2

I'm trying to store (name: string, value: long) pair in a set.

public class NameValuePair
{
  public string name;
  public long value;
}

public NameValuePairComparer comparer = new NameValuePairComparer();
public HashSet<NameValuePair> nameValueSet = new HashSet<NameValuePair>(comparer);

Two pairs are equal if either they have equal name or equal value - this is implemented in NameValuePairComparer overriding Equals method from EqualityComparer:

public class NameValuePairComparer : EqualityComparer<NameValuePair>
{
   public override bool Equals(NameValuePair x, NameValuePair y)
   {
      return (x.value == y.value) || (x.name == y.name);
   }

The problem is: GetHashCode(NameValuePair obj) should return the same value for two objects for which Equals return true, so for given NameValuePair, GetHashCode() should return either value.GetHashCode() or name.GetHashCode(), but to do this we have to know which field in both pairs is equal:

   public override int GetHashCode(NameValuePair obj)
   {
      /* ??? */
      /* // Using unknown reference to x
        if (obj.value == x.value) return obj.value.GetHashCode();
        else if (obj.name == x.name) return obj.name.GetHashCode();
        else return base.GetHashCode(obj);
      */
   }
}

But we can't know this, and that means I can't use HashSet to store these pairs nor EqualityComparer.

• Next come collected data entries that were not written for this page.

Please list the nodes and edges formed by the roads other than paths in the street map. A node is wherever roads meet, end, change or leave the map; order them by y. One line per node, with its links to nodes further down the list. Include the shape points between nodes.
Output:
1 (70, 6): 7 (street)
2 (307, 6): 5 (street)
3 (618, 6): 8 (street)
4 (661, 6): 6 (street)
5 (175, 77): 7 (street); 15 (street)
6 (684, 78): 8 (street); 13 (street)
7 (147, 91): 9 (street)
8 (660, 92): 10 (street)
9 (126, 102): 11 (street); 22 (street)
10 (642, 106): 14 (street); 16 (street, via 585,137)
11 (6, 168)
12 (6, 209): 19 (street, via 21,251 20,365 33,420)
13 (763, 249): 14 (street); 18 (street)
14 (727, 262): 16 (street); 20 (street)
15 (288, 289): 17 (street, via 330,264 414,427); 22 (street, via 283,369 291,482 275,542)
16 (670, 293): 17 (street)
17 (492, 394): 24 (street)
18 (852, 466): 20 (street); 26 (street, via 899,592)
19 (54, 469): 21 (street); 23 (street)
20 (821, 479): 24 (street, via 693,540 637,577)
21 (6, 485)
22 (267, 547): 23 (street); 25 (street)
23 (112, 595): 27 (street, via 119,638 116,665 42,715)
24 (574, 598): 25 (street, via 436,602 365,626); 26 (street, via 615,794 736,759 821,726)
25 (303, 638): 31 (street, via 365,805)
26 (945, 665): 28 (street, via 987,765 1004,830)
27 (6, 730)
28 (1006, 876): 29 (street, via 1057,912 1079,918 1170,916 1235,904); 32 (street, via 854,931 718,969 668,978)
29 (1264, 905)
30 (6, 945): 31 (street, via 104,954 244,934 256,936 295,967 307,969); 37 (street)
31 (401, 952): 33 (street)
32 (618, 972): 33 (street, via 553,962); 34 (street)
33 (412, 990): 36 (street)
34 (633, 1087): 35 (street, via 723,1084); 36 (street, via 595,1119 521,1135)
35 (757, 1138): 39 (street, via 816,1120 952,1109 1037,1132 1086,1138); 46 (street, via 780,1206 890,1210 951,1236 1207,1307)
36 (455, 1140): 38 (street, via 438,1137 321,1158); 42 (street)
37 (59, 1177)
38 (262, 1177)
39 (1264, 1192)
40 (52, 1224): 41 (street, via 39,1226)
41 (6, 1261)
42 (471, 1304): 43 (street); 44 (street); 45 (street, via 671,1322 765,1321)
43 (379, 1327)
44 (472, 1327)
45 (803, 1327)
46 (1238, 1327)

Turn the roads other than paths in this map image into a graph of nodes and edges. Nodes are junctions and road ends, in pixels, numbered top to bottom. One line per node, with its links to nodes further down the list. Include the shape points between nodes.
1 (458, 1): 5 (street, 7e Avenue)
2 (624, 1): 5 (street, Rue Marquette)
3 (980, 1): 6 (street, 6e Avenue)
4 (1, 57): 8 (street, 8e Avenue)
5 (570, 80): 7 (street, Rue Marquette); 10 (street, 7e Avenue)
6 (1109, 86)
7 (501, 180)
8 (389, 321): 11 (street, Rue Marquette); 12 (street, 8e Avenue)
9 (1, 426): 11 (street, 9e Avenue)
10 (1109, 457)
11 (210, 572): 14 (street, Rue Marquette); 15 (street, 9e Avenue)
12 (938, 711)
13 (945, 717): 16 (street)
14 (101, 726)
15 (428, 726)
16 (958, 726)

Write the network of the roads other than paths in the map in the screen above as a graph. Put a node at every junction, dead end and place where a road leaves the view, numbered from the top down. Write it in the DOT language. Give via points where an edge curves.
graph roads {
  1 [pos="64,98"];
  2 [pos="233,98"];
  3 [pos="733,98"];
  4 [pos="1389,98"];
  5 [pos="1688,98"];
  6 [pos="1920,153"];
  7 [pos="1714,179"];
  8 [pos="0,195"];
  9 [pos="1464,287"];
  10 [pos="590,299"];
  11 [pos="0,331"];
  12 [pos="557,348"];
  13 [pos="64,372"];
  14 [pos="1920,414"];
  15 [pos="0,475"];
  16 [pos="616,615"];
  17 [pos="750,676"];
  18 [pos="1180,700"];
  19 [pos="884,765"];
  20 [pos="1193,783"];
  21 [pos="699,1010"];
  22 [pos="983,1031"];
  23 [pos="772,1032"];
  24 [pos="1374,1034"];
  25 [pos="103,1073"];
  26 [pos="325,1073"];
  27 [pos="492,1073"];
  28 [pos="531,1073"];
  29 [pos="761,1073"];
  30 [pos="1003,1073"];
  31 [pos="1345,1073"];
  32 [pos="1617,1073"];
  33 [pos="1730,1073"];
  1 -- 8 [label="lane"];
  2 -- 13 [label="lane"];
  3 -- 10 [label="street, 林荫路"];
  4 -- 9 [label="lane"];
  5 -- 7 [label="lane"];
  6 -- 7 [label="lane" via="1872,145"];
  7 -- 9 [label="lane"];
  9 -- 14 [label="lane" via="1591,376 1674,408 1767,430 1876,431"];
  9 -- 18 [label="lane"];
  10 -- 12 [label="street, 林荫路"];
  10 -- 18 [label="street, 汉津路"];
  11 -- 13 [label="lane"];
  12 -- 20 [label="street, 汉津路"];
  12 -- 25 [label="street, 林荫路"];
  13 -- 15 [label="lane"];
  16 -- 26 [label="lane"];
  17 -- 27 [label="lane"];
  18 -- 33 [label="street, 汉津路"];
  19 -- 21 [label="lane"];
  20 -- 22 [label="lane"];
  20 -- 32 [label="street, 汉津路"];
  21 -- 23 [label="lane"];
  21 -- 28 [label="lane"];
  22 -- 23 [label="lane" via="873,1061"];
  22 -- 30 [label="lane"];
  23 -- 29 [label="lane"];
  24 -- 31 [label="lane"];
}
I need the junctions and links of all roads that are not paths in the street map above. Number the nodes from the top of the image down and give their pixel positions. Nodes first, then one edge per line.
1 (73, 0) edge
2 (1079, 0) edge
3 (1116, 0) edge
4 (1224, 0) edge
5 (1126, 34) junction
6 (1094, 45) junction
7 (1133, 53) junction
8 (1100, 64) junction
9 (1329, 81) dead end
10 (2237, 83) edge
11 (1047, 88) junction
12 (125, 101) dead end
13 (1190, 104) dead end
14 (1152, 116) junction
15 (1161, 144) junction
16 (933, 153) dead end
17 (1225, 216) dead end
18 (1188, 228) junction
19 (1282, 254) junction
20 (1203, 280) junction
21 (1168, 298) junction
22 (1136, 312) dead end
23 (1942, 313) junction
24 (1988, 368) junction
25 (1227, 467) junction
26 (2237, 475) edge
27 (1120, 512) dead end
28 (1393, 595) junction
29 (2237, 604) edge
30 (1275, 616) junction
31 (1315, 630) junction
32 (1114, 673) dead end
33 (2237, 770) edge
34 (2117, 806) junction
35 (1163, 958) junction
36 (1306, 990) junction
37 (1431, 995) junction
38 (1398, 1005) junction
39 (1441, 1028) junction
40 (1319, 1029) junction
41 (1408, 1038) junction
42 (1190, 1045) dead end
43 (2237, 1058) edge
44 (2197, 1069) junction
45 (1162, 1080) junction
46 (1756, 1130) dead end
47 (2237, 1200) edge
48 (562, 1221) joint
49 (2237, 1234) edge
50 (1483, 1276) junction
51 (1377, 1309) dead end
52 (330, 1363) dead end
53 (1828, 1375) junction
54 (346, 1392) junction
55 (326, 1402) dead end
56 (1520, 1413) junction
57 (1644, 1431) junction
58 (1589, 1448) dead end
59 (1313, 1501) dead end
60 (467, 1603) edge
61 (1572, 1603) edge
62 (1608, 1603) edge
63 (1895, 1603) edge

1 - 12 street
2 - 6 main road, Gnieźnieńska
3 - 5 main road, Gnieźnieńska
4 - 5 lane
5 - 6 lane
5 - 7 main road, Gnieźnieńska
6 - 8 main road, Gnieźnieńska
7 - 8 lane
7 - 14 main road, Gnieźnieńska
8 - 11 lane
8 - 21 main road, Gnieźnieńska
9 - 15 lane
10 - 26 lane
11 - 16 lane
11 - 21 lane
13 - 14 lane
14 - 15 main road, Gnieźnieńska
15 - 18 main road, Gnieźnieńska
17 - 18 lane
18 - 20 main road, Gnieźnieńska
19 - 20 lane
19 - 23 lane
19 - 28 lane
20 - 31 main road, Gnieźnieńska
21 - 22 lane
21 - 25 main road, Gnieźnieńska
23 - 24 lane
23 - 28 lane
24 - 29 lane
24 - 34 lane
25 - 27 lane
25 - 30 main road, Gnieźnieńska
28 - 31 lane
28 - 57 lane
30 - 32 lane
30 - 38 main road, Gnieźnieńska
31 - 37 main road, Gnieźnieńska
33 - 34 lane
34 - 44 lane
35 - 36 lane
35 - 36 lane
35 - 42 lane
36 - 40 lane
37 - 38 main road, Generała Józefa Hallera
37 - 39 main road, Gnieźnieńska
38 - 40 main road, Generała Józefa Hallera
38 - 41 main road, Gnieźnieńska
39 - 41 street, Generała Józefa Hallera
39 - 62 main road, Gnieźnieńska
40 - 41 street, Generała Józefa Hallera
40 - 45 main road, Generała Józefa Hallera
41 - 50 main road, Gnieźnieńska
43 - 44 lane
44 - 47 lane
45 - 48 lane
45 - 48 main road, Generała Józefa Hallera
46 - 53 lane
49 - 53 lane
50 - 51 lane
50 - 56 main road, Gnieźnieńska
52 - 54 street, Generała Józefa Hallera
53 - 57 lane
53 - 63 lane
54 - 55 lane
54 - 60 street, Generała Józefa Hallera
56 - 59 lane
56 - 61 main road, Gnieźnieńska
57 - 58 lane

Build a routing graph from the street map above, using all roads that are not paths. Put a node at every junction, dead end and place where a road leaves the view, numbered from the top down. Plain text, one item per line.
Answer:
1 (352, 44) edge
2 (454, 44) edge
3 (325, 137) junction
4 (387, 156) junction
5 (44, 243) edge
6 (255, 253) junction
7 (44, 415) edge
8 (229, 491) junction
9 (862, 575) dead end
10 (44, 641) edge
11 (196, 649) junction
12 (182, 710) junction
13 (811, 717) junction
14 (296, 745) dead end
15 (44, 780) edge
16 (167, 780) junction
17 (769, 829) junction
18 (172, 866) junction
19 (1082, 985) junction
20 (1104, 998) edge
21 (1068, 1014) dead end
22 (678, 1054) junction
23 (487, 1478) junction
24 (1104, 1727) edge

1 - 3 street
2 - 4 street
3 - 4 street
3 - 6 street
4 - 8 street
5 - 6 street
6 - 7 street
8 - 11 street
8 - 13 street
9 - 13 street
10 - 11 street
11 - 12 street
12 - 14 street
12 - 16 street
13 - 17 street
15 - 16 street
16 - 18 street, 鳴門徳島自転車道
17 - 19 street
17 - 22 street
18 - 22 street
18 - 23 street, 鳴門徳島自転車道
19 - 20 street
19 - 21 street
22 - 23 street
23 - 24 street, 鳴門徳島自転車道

Q: Is there not-hash-based implementation of set in C# (.net 3.5) ?

Q: What would be better approach to storing unique NameValuePairs with custom equality comparer ?

Mariusz Ceier
  • 33
  • 1
  • 4

1 Answers1

6

Two pairs are equal if either they have equal name or equal value

You fundamentally can't implement IEqualityComparer<T> correctly with these criteria. From the documentation of Equals:

The Equals method is reflexive, symmetric, and transitive. That is, it returns true if used to compare an object with itself; true for two objects x and y if it is true for y and x; and true for two objects x and z if it is true for x and y and also true for y and z.

Now consider pairs:

x = { "A", 10 },
y = { "A", 20 },
z = { "B", 20 }

You're saying that x and y must be equal as they have the same name, and y and z must be equal as they have the same value. That means (by transitivity) that x and z should be equal.

As you can't implement IEqualityComparer<T> correctly, you shouldn't expect anything which relies on that correctness to work.

I suspect you'll find that if you look at your requirements in more detail, they either really call for two collections (one by name, one by value) or they don't make sense in the light of transitivity.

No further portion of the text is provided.